To be sure, Tunisia has a long way to go to translate such aspirations into reality. Leaving Tunis for the airport recently, my taxi passed dozens of half-finished buildings. In many ways this characterized the mood in the country perfectly — a half-finished revolution.
Yet, there is a sense of optimism and pride that this first Arab Spring country is the only one to successfully complete a democratic political transition. The parliamentary and presidential elections in late 2014 led to an inclusive coalition government, dominated by the secular bloc Nidaa Tounes, or Call of Tunisia, and the Islamist Nahda party. Though Nahda only holds one cabinet position, it still agreed to join the government rather than remain an opposition movement. Learning lessons from the disastrous rule of the Muslim Brotherhood in Egypt, Nahda decided against running a presidential candidate.
The political process is still fragile, however, with many fissures among and within competing political and ideological factions. But the success of the election provides the opening for Tunisia’s new leaders to stem division and violence and move toward growth and development. As many Tunisians are fond of saying, “this is our moment.” There is a sense that if Tunisians don’t get it right now, they may never get back on track. Unfortunately, this may be the very reason Tunisia provides such an attractive target for extremists opposed to democracy and development.
Tunisians hope that the peaceful political transition over the last few months provides an opportunity to turn things around after a tumultuous four years. Walking around the city center and looking at the crumbling infrastructure, one has the sense that everything has been put on hold. Tunisians are ready to bring back normalcy and to spur development and growth. It would be tragic if the recent terrorist attack puts the nation’s progress on hold again.

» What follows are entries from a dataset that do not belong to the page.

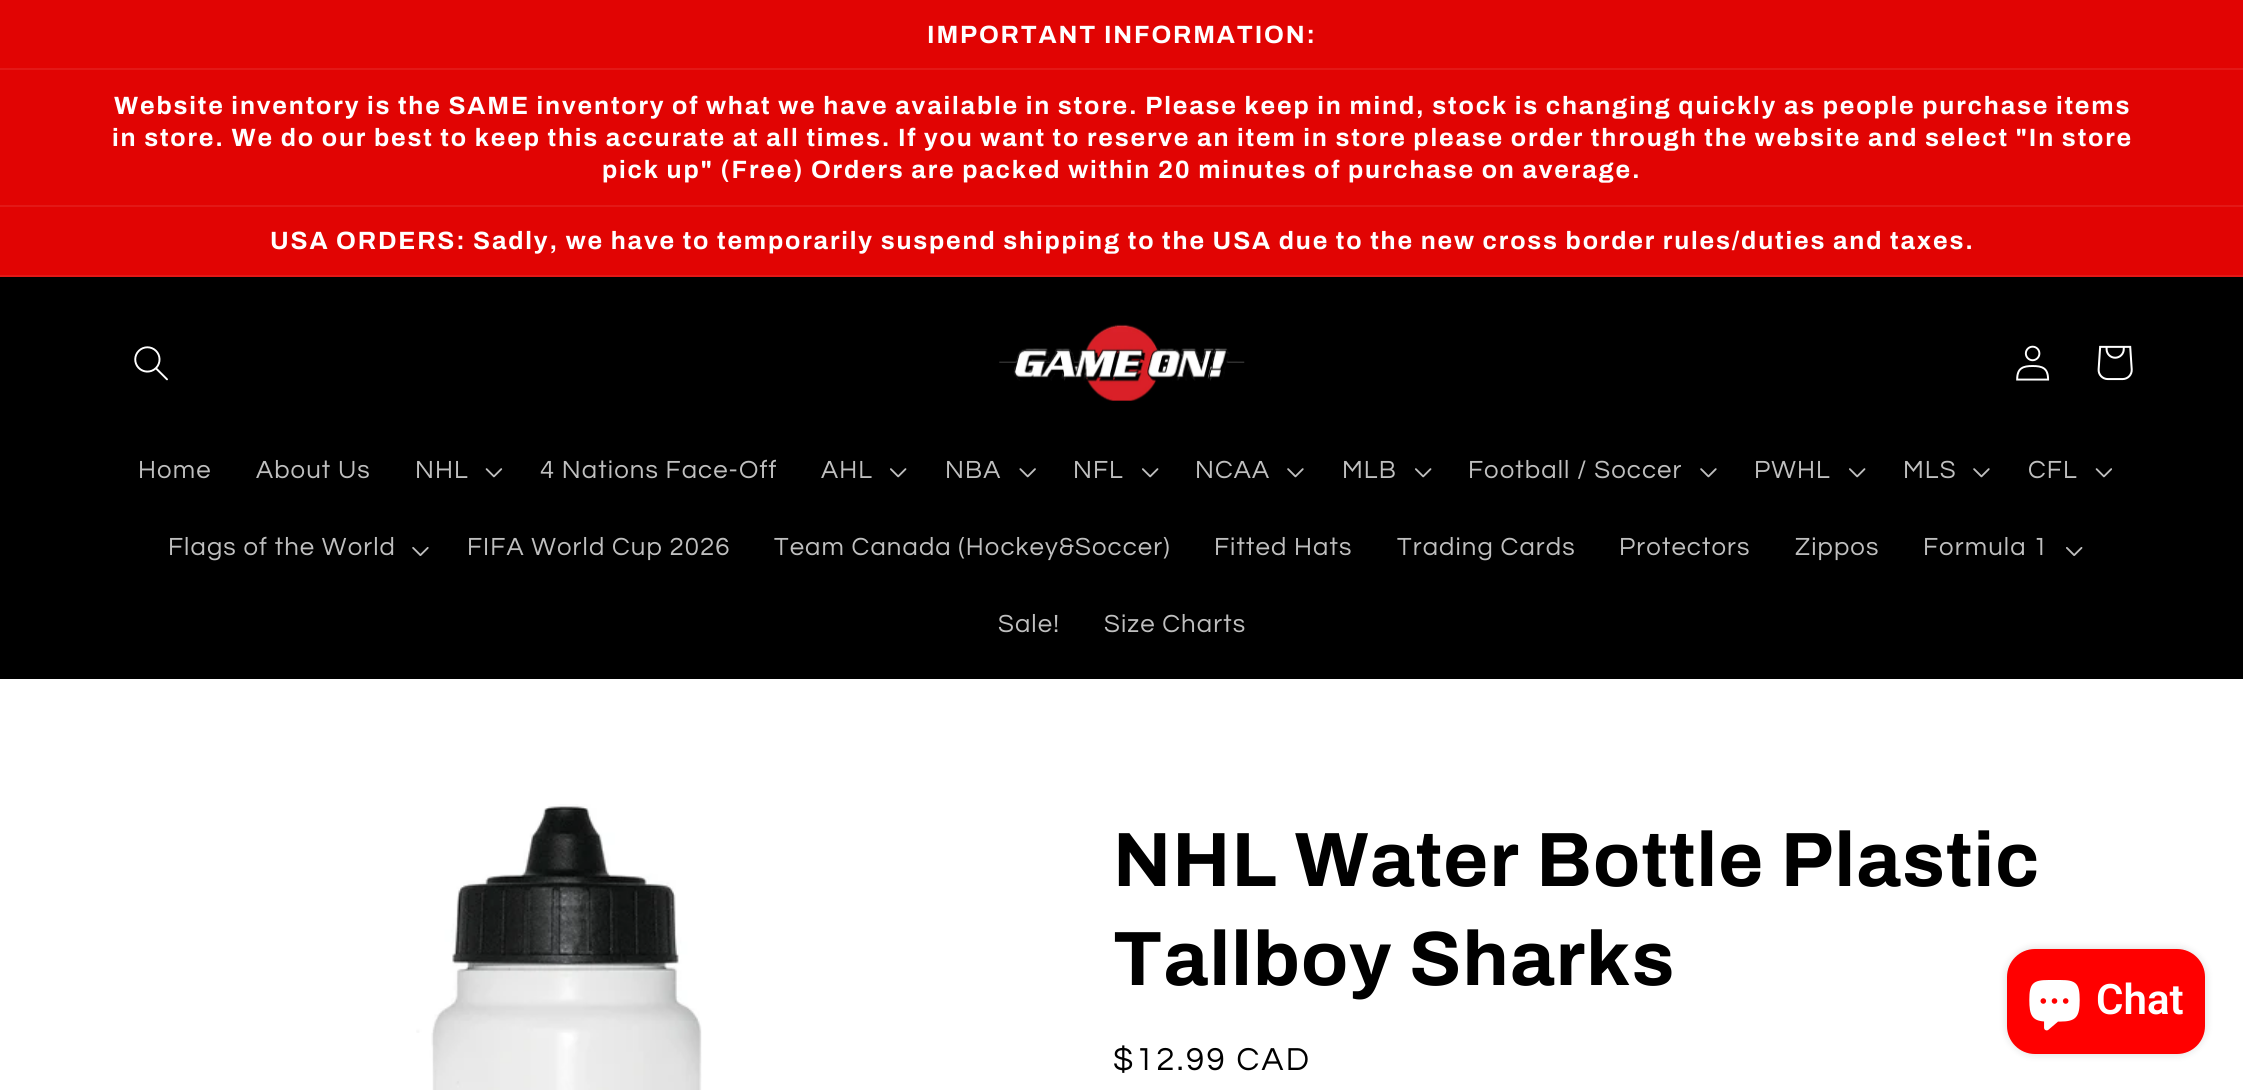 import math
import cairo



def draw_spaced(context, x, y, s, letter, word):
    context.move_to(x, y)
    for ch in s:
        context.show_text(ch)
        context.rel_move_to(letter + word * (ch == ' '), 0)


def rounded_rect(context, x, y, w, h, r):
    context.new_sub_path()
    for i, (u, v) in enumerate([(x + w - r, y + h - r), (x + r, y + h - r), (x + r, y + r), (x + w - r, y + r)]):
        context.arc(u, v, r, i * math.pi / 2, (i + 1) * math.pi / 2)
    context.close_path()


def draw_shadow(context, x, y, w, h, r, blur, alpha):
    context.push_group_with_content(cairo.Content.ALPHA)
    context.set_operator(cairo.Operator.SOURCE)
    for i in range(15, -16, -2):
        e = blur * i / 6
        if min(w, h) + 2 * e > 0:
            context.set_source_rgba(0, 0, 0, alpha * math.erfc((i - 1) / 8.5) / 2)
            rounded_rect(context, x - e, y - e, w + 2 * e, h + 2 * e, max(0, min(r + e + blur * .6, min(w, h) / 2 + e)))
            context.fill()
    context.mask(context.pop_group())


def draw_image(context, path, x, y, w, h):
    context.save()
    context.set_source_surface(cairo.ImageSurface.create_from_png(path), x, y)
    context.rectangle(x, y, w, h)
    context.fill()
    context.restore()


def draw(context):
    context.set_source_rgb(1, 1, 1)
    context.paint()
    context.set_source_rgb(225 / 255, 4 / 255, 3 / 255)
    context.rectangle(0, 0, 2243, 68)
    context.fill()
    context.set_source_rgb(227 / 255, 24 / 255, 23 / 255)
    context.rectangle(0, 68, 2243, 2)
    context.fill()
    context.set_source_rgb(225 / 255, 4 / 255, 3 / 255)
    context.rectangle(0, 70, 2243, 135)
    context.fill()
    context.set_source_rgb(227 / 255, 24 / 255, 23 / 255)
    context.rectangle(0, 205, 2243, 2)
    context.fill()
    context.set_source_rgb(225 / 255, 4 / 255, 3 / 255)
    context.rectangle(0, 207, 2243, 68)
    context.fill()
    context.set_source_rgb(227 / 255, 24 / 255, 23 / 255)
    context.rectangle(0, 275, 2243, 2)
    context.fill()
    context.set_source_rgb(0, 0, 0)
    context.rectangle(0, 277, 2243, 402)
    context.fill()
    draw_image(context, "images/1.png", 134, 346, 34, 35)
    draw_image(context, "images/2.png", 999, 324, 246, 77)
    draw_image(context, "images/3.png", 2016, 345, 34, 36)
    draw_image(context, "images/4.png", 2097, 345, 36, 36)
    draw_image(context, "images/5.png", 485, 468, 18, 10)
    draw_image(context, "images/6.png", 890, 468, 17, 10)
    draw_image(context, "images/7.png", 1019, 468, 17, 10)
    draw_image(context, "images/6.png", 1142, 468, 17, 10)
    draw_image(context, "images/8.png", 1287, 468, 17, 10)
    draw_image(context, "images/6.png", 1415, 468, 17, 10)
    draw_image(context, "images/8.png", 1700, 468, 17, 10)
    draw_image(context, "images/6.png", 1849, 468, 17, 10)
    draw_image(context, "images/8.png", 1973, 468, 17, 10)
    draw_image(context, "images/9.png", 2095, 468, 17, 10)
    draw_image(context, "images/10.png", 412, 547, 17, 9)
    draw_image(context, "images/11.png", 2066, 547, 17, 9)
    draw_image(context, "images/12.png", 416, 804, 286, 286)
    context.set_source_rgb(0, 0, 0)
    draw_shadow(context, 2007, 949, 198, 105, 28, 4.5, 0.15)
    context.set_source_rgb(1, 0, 0)
    rounded_rect(context, 2007, 949, 198, 105, 28)
    context.fill()
    draw_image(context, "images/13.png", 2029, 980, 51, 51)
    context.select_font_face("Archivo", cairo.FontSlant.NORMAL, cairo.FontWeight.BOLD)
    context.set_font_size(25.03)
    context.set_source_rgb(1, 1, 1)
    draw_spaced(context, 927, 43, "IMPORTANT INFORMATION:", 1.84, 0)
    draw_spaced(context, 114, 114, "Website inventory is the SAME inventory of what we have available in store. Please keep in mind, stock is changing quickly as people purchase items", 1.84, 0)
    draw_spaced(context, 112, 146, "in store. We do our best to keep this accurate at all times. If you want to reserve an item in store please order through the website and select \"In store", 1.84, 0)
    draw_spaced(context, 602, 178, "pick up\" (Free) Orders are packed within 20 minutes of purchase on average.", 1.84, 0)
    draw_spaced(context, 270, 249, "USA ORDERS: Sadly, we have to temporarily suspend shipping to the USA due to the new cross border rules/duties and taxes.", 1.84, 0)
    context.select_font_face("Questrial")
    context.set_font_size(25.75)
    context.set_source_rgb(191 / 255, 191 / 255, 191 / 255)
    draw_spaced(context, 138, 478, "Home", 1.1, 0)
    draw_spaced(context, 256, 478, "About Us", 1.1, 0)
    draw_spaced(context, 415, 478, "NHL", 1.1, 0)
    draw_spaced(context, 540, 478, "4 Nations Face-Off", 1.1, 0)
    draw_spaced(context, 821, 478, "AHL", 1.1, 0)
    draw_spaced(context, 945, 478, "NBA", 1.1, 0)
    draw_spaced(context, 1073, 478, "NFL", 1.1, 0)
    draw_spaced(context, 1195, 478, "NCAA", 1.1, 0)
    draw_spaced(context, 1342, 478, "MLB", 1.1, 0)
    draw_spaced(context, 1468, 478, "Football / Soccer", 1.1, 0)
    draw_spaced(context, 1754, 478, "PWHL", 1.1, 0)
    draw_spaced(context, 1903, 478, "MLS", 1.1, 0)
    draw_spaced(context, 2028, 478, "CFL", 1.1, 0)
    draw_spaced(context, 168, 555, "Flags of the World", 1.1, 0)
    draw_spaced(context, 467, 555, "FIFA World Cup 2026", 1.1, 0)
    draw_spaced(context, 774, 555, "Team Canada (Hockey&Soccer)", 1.1, 0)
    draw_spaced(context, 1214, 555, "Fitted Hats", 1.1, 0)
    draw_spaced(context, 1397, 555, "Trading Cards", 1.1, 0)
    draw_spaced(context, 1619, 555, "Protectors", 1.1, 0)
    draw_spaced(context, 1795, 555, "Zippos", 1.1, 0)
    draw_spaced(context, 1923, 555, "Formula 1", 1.1, 0)
    draw_spaced(context, 998, 632, "Sale!", 1.1, 0)
    draw_spaced(context, 1104, 632, "Size Charts", 1.1, 0)
    context.select_font_face("Archivo", cairo.FontSlant.NORMAL, cairo.FontWeight.BOLD)
    context.set_font_size(77)
    context.set_source_rgb(0, 0, 0)
    draw_spaced(context, 1113, 886, "NHL Water Bottle Plastic", 1.2, 0)
    draw_spaced(context, 1113, 985, "Tallboy Sharks", 1.2, 0)
    context.select_font_face("Questrial")
    context.set_font_size(33)
    draw_spaced(context, 1113, 1070, "$12.99 CAD", 2.4, 0)
    context.select_font_face("Roboto SemiBold")
    context.set_font_size(42)
    context.set_source_rgb(1, 1, 1)
    context.move_to(2096, 1014)
    context.show_text("Chat")


surface = cairo.ImageSurface(cairo.Format.RGB24, 2243, 1090)
context = cairo.Context(surface)
options = cairo.FontOptions()
options.set_hint_metrics(cairo.HintMetrics.OFF)
options.set_hint_style(cairo.HintStyle.NONE)
context.set_font_options(options)
context.set_miter_limit(4)
draw(context)
surface.write_to_png("out.png")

Coming in tandem with the optimism, though, are widespread concerns that the political achievements will not hold if leaders do not quickly deliver to the people. As one speaker at a conference I attended noted, Tunisia has had its political revolution, but the economic revolution hasn’t begun. The main takeaway from the conference, well attended by Tunisia’s top business elite and potential international investors, was that without economic development and investment, it would be difficult to lock in Tunisia’s political gains and build a sustainable democracy in the Arab world.
The challenges are daunting. Unemployment is still higher than before the 2011 revolution, reaching 40% in some of the less developed and less privileged parts of the country. Old economic structures dominated by the state are still in place, with continuing concerns about corruption and low productivity. Concerns about stability continue to threaten investment. Even before the Bardo museum attack, instability in Libya and concerns about the extremist threat from within made it difficult to attract investors and lure tourists.

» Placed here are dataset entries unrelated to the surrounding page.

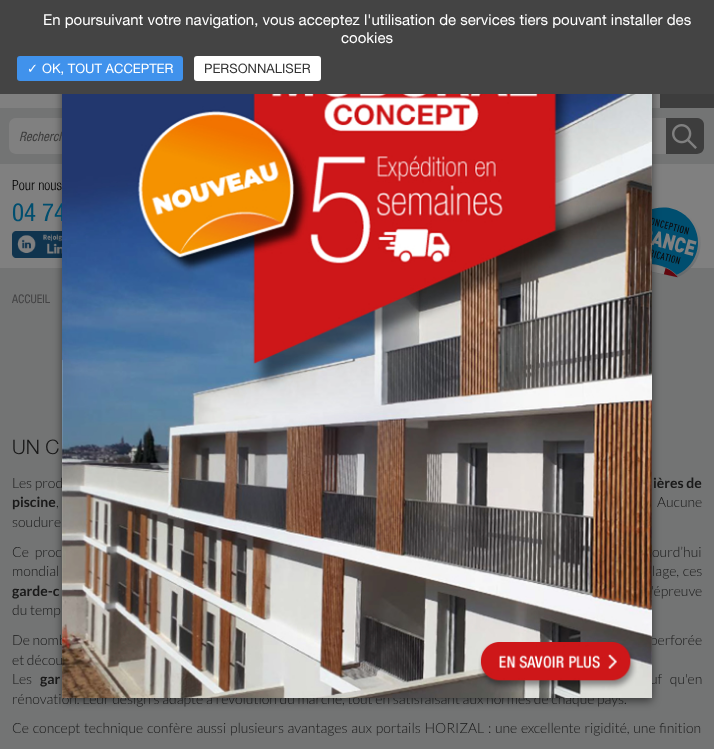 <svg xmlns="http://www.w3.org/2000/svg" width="714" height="749">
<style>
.a{font:15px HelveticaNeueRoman;fill:#fff}
.b{font:13px DejaVu Sans;fill:#fff}
.c{font:13px HelveticaNeueRoman;fill:#fff}
.d{font:13px HelveticaNeueRoman;fill:#333}
.e{font:italic 13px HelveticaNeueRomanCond;fill:#3d3d3d}
.f{font:300 14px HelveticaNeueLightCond;fill:#000}
.g{font:25px HelveticaNeueRomanCond;fill:#004e6f}
.h{font:12px HelveticaNeueRomanCond;fill:#444445}
.i{font:300 20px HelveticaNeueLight;fill:#191919}
.j{font:300 14px Lato;fill:#191919}
.k{font:bold 14px Lato;fill:#191919}
</style>
<rect width="100%" height="100%" fill="#737474"/>
<path fill="#808080" d="M0 94h660v14H0z"/>
<path fill="#3d3d3d" d="M660 94h54v14H660z"/>
<path fill="#3d3d3d" d="M664 118h33c4 0 7 3 7 7v22c0 4-3 7-7 7h-33z"/>
<path fill="#808080" d="M16 118h650v36h-650c-4 0-7-3-7-7v-22c0-4 3-7 7-7z"/>
<path fill="#808080" d="M0 164h714v104H0z"/>
<image href="3.png" x="12" y="231" width="50" height="27"/>
<image href="4.png" x="652" y="207" width="49" height="71"/>
<path fill="#00000080" filter="blur(4.5px)" d="M62 13h590v688H62z"/>
<path fill="#444" d="M0 0h714v94H0z"/>
<rect fill="#4092ec" x="17" y="56" width="166" height="25" rx="3"/>
<rect fill="#fff" x="194" y="56" width="127" height="25" rx="3"/>
<image href="2.png" x="672" y="124" width="25" height="25"/>
<text class="a" x="43" y="25">En poursuivant votre navigation, vous acceptez l'utilisation de services tiers pouvant installer des</text>
<text class="a" x="341" y="43">cookies</text>
<text class="b" x="27" y="73">✓</text>
<text class="c" x="42" y="73">OK, TOUT ACCEPTER</text>
<text class="d" x="204" y="73">PERSONNALISER</text>
<text class="e" x="19" y="141">Recherch</text>
<text class="f" x="12" y="190">Pour nous</text>
<text class="g" x="12" y="221">04 74</text>
<text class="h" x="12" y="303">ACCUEIL</text>
<text class="i" x="12" y="454">UN C</text>
<text class="j" x="12" y="488">Les prod</text>
<text class="k" x="653" y="488">ières de</text>
<text class="k" x="12" y="507">piscine</text>
<text class="j" x="56" y="507" word-spacing="4">,</text>
<text class="j" x="657" y="507" word-spacing="4">Aucune</text>
<text class="j" x="12" y="527">soudure</text>
<text class="j" x="12" y="557" word-spacing="3">Ce proc</text>
<text class="j" x="652" y="557" word-spacing="3">ourd’hui</text>
<text class="j" x="12" y="576" word-spacing="1">mondial</text>
<text class="j" x="652" y="576" word-spacing="1">lage, ces</text>
<text class="k" x="12" y="596">garde-c</text>
<text class="j" x="651" y="596">'épreuve</text>
<text class="j" x="12" y="615">du temp</text>
<text class="j" x="12" y="645">De nomb</text>
<text class="j" x="650" y="645">perforée</text>
<text class="j" x="12" y="665">et décou</text>
<text class="j" x="12" y="684">Les</text>
<text class="k" x="40" y="684" word-spacing="5">gar</text>
<text class="j" x="650" y="684" word-spacing="5">uf qu'en</text>
<text class="j" x="12" y="704">rénovation. Leur design s'adapte à l'évolution du marché, tout en satisfaisant aux normes de chaque pays.</text>
<image href="1.png" x="62" y="94" width="590" height="604"/>
<text class="j" x="12" y="733" word-spacing="1">Ce concept technique confère aussi plusieurs avantages aux portails HORIZAL : une excellente rigidité, une finition</text>
</svg>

On the security front, Tunisia’s forces were designed to look inward to protect the authoritarian regime of former President Zine el Abidine ben Ali, which ruled the country for more than 20 years. Tunisia never faced a significant conventional external threat. But now the merging of external and internal threats is greater than ever, requiring the restructuring of security forces that have not significantly evolved since the revolution. Security sector reforms will require balancing security concerns with the preservation of civil society and basic freedoms. This balance will only become more difficult in the aftermath of the Bardo attack, as the priority will inevitably shift toward stability.
So Tunisia is facing a critical moment, and its leaders understand they need to get it right. The United States and the international community need to get it right too. That means following through on offers of economic support if Tunisia fulfills its end of the bargain.

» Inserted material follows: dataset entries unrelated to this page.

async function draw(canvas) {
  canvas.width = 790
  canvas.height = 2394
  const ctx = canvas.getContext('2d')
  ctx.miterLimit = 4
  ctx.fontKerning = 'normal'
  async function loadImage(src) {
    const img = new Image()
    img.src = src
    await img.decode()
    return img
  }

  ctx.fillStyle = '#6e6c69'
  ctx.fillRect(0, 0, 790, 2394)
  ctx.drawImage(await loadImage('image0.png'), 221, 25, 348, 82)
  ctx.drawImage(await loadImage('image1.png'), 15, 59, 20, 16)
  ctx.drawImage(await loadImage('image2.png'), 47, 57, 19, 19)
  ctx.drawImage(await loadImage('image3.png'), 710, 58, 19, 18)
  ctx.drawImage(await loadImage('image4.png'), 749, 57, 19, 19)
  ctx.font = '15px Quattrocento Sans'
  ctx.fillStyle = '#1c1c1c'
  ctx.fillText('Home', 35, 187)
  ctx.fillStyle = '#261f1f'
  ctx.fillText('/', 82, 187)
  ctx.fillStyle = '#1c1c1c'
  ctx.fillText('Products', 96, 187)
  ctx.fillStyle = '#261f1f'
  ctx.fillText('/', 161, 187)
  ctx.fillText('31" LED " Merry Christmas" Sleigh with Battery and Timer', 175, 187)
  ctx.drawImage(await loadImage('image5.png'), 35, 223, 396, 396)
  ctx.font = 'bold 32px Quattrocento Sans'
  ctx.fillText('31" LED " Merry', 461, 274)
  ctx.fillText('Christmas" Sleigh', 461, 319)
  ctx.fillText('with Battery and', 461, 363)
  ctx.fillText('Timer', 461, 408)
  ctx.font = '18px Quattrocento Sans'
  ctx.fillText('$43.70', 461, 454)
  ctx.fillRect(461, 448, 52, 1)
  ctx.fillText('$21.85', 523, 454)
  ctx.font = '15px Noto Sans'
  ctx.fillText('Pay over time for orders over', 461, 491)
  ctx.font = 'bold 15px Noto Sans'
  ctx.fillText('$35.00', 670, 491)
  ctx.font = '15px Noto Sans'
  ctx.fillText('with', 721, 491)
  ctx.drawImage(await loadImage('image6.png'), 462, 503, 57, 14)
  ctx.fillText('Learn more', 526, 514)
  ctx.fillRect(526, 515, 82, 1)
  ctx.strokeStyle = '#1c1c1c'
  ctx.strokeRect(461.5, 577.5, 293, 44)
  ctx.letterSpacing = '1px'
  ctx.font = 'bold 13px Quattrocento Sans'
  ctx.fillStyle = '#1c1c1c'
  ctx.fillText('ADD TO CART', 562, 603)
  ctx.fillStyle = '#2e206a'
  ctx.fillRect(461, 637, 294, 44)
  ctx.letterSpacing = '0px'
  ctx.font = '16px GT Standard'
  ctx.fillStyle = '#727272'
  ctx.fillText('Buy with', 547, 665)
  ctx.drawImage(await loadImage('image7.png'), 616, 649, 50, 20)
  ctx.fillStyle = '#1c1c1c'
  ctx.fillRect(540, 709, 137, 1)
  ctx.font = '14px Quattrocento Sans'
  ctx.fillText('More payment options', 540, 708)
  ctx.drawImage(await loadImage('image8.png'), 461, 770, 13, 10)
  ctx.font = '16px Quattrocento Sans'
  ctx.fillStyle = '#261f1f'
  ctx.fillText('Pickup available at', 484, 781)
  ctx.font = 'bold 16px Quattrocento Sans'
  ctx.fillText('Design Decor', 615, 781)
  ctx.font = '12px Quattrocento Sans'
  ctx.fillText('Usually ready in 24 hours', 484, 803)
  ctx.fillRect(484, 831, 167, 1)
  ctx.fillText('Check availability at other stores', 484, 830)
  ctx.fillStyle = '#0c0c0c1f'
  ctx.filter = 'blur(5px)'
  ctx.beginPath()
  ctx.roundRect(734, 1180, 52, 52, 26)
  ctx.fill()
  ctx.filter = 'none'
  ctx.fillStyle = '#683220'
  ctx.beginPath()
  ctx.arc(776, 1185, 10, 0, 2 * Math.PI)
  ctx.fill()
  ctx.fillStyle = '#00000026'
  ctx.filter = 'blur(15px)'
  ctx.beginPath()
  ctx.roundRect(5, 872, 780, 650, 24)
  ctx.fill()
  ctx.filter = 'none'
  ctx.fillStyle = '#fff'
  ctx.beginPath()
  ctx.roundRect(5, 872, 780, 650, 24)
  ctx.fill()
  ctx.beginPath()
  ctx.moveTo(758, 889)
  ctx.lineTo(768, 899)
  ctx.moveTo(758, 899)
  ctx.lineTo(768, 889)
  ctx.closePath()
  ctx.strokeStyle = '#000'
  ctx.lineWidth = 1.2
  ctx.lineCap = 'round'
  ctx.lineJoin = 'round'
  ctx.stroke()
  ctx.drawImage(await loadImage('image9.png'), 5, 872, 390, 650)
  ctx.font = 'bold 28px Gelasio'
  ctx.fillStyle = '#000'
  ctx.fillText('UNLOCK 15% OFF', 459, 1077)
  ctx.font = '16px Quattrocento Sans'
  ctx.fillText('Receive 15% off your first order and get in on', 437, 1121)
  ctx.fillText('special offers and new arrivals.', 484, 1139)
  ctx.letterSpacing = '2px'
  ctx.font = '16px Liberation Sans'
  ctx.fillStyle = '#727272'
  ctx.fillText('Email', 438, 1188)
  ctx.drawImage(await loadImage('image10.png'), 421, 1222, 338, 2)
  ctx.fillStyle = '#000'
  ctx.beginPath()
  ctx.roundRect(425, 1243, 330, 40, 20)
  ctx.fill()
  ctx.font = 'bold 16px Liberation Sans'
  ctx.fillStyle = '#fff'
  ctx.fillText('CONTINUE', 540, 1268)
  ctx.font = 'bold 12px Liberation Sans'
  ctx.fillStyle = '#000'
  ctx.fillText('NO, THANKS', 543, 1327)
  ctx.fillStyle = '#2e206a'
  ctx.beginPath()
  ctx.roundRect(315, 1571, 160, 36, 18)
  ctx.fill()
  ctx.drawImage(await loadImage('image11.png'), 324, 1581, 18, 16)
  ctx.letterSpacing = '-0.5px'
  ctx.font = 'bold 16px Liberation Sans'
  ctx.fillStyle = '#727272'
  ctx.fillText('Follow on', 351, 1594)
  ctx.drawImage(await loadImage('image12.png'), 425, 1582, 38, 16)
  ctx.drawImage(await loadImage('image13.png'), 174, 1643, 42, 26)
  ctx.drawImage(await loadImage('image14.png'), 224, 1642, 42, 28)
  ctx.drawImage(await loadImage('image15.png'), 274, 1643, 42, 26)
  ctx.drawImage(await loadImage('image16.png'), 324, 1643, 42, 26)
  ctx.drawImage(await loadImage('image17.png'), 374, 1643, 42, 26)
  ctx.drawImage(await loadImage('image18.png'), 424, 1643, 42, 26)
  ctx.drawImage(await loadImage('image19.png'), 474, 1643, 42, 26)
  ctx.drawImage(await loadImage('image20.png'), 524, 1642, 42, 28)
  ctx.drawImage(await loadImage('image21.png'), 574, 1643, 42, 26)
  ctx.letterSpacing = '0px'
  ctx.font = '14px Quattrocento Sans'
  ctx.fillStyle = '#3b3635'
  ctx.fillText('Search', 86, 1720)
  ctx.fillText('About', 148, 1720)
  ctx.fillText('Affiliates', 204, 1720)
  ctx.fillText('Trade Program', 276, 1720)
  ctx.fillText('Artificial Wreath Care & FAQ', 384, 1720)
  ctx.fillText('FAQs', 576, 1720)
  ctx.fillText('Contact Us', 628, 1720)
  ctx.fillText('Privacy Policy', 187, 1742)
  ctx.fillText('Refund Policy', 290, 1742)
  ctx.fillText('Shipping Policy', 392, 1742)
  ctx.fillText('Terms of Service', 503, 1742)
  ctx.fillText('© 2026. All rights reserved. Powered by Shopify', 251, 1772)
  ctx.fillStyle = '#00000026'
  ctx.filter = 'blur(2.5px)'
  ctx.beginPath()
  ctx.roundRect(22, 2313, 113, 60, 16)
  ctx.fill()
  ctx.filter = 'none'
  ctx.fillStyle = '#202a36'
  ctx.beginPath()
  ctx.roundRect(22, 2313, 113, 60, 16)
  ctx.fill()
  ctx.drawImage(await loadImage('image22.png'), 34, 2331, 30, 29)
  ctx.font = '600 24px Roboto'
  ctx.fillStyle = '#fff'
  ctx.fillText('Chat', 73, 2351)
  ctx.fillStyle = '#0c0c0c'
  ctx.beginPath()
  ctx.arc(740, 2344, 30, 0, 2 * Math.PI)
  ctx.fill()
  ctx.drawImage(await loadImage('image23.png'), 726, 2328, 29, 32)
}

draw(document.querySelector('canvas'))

Official U.S. support, perceived as wavering in the past, now appears to be strong. U.S. Secretary of Commerce Penny Pritzker and other senior U.S. officials recently visited the country and unveiled a set of economic initiatives to spur U.S. investment and growth if Tunisian leaders implement key financial and economic reforms.
Tunisia has a shot at showing that a different model in the region can succeed, a model of inclusion, tolerance and economic prosperity. It has a lot of work ahead of it, but the vision is there.
Nothing can challenge the extremism of Islamic State and other militants more than an alternative model that works. The U.S. continues to rely on military tools to the detriment of political and economic levers in the Middle East. But Tunisia offers the opportunity to strike a better balance. Now is the time to double down and help Tunisia succeed.
Dalia Dassa Kaye is the director of the Center for Middle East Public Policy and a senior political scientist at Rand Corp.